## Work instructions
In your transcription, keep every record exact and leave out the pictures.

## Information given
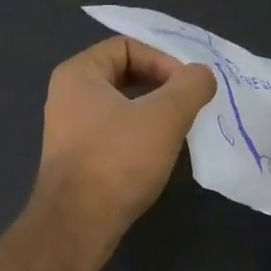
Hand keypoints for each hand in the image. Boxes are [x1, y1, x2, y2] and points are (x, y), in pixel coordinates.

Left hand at [36, 36, 215, 251]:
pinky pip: (114, 131)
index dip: (163, 60)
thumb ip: (190, 86)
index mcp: (79, 73)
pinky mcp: (77, 156)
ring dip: (153, 111)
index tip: (188, 87)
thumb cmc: (117, 160)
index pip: (127, 46)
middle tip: (189, 105)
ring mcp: (69, 127)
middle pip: (124, 73)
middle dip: (161, 86)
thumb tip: (202, 74)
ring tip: (180, 128)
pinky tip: (159, 153)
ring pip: (121, 105)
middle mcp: (68, 94)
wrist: (77, 224)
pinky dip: (139, 134)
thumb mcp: (164, 116)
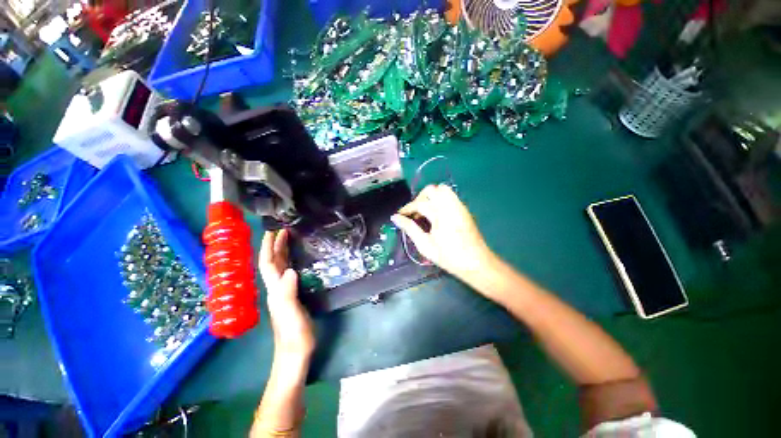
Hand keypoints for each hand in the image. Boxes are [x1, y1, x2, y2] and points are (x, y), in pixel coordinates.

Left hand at [260, 229, 314, 358]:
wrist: (294, 354)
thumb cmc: (294, 335)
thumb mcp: (291, 314)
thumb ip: (288, 293)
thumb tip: (290, 270)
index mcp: (275, 290)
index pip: (268, 264)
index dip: (268, 248)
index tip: (273, 231)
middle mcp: (277, 289)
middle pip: (273, 264)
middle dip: (275, 246)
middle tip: (284, 230)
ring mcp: (284, 294)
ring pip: (280, 268)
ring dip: (282, 253)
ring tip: (289, 240)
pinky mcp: (293, 297)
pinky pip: (289, 274)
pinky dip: (291, 263)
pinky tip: (297, 261)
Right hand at [391, 184, 495, 281]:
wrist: (477, 263)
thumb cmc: (449, 257)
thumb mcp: (425, 246)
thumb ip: (410, 229)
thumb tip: (395, 218)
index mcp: (440, 215)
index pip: (419, 204)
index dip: (407, 208)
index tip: (400, 215)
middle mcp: (450, 206)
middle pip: (431, 190)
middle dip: (419, 198)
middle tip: (414, 213)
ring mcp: (459, 206)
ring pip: (442, 189)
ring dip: (431, 197)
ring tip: (425, 211)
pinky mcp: (464, 209)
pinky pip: (450, 196)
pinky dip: (440, 199)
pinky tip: (437, 214)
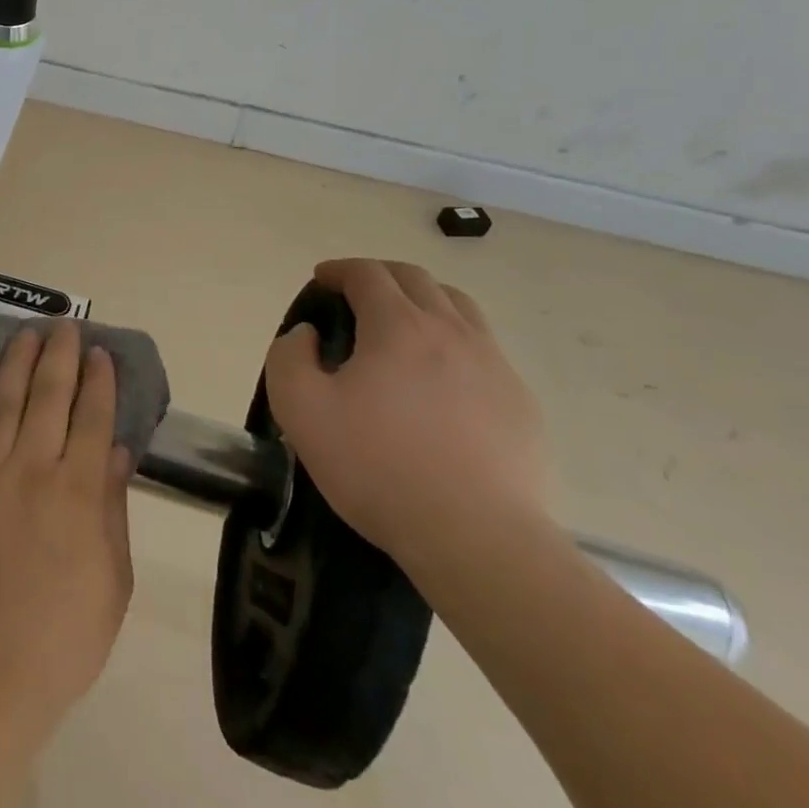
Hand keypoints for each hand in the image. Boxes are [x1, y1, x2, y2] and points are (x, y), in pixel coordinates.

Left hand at [0, 321, 134, 733]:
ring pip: (6, 402)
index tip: (100, 352)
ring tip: (27, 333)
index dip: (98, 380)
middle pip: (49, 396)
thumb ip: (112, 507)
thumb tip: (115, 451)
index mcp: (78, 491)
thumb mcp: (113, 578)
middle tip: (64, 325)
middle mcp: (33, 469)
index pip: (91, 417)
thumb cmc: (65, 634)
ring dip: (18, 362)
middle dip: (60, 355)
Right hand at [265, 259, 548, 576]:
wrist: (476, 537)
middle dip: (380, 276)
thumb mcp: (300, 410)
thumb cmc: (377, 467)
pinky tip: (441, 379)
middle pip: (417, 279)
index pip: (367, 273)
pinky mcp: (520, 402)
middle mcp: (451, 331)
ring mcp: (493, 365)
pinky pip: (484, 350)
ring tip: (402, 325)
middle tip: (356, 295)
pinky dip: (454, 342)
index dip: (339, 270)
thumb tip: (307, 334)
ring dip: (423, 300)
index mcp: (398, 326)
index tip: (322, 280)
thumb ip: (288, 357)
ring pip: (459, 307)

## Task result
Hand keypoints for each hand in the image. Boxes are [x1, y1, x2, y2] and points are (x, y), in pixel coordinates.

Left hand at [36, 36, 215, 251]:
pinky pip: (114, 131)
index dip: (163, 60)
thumb ip: (190, 86)
index mcp: (79, 73)
pinky mcp: (77, 156)
ring dip: (153, 111)
index tip: (188, 87)
thumb cmc: (117, 160)
index pip: (127, 46)
middle tip: (189, 105)
ring mcp: (69, 127)
middle pip: (124, 73)
middle dip: (161, 86)
thumb tip: (202, 74)
ring tip: (180, 128)
pinky tip: (159, 153)
ring pip: (121, 105)
middle mcp: (68, 94)
wrist: (77, 224)
pinky dip: (139, 134)
thumb mcp: (164, 116)
Hand keypoints for each hand in the image. Boxes are [x1, y1, x2, y2] and points are (x, y), in pixel coordinates.

Left hand at [260, 229, 314, 358]:
wrist: (294, 354)
thumb cmc: (294, 335)
thumb mcp: (291, 314)
thumb ip: (288, 293)
thumb tip: (290, 270)
index mcp: (275, 290)
index pip: (268, 264)
index dip: (268, 248)
index tip: (273, 231)
middle mcp: (277, 289)
middle pip: (273, 264)
middle dip: (275, 246)
middle tip: (284, 230)
ring mcp: (284, 294)
ring pip: (280, 268)
ring dip: (282, 253)
ring tip: (289, 240)
pinky mcp: (293, 297)
pinky pip: (289, 274)
pinky dip: (291, 263)
pinky tip: (297, 261)
Right hand at [391, 184, 495, 281]:
wrist: (477, 263)
thumb cmc: (449, 257)
thumb mcp: (425, 246)
thumb ip: (410, 229)
thumb tip: (395, 218)
index mcp: (440, 215)
index pip: (419, 204)
index dip: (407, 208)
index tip: (400, 215)
middle mcp: (450, 206)
middle pip: (431, 190)
middle dip: (419, 198)
middle tip: (414, 213)
ring mcp: (459, 206)
ring pip: (442, 189)
ring dip: (431, 197)
ring tip: (425, 211)
pinky mcp: (464, 209)
pinky pip: (450, 196)
pinky dip: (440, 199)
pinky tip: (437, 214)
Hand keypoints for each hand in the image. Boxes are [x1, y1, x2, y2] and points are (x, y), in pixel coordinates.

Left hand at [0, 321, 134, 733]:
ring pip: (6, 402)
index tip: (100, 352)
ring tip: (27, 333)
index dip: (98, 380)
middle pip: (49, 396)
thumb ip: (112, 507)
thumb tip: (115, 451)
index mcp: (78, 491)
thumb mcp: (113, 578)
middle tip: (64, 325)
middle mcp: (33, 469)
index pip: (91, 417)
thumb cmc: (65, 634)
ring dip: (18, 362)
middle dip: (60, 355)
Right hand at [265, 259, 548, 576]:
wrist: (476, 537)
middle dip: (380, 276)
thumb mcp: (300, 410)
thumb cmc: (377, 467)
pinky tip: (441, 379)
middle pip: (417, 279)
index pip: (367, 273)
pinky mcp: (520, 402)
middle mcp: (451, 331)
ring mcp: (493, 365)
pinky pip: (484, 350)
ring tip: (402, 325)
middle tip: (356, 295)
pinky dip: (454, 342)
index dip: (339, 270)
thumb tip: (307, 334)
ring dip: (423, 300)
index mcp: (398, 326)
index tip: (322, 280)
thumb ip: (288, 357)
ring pip: (459, 307)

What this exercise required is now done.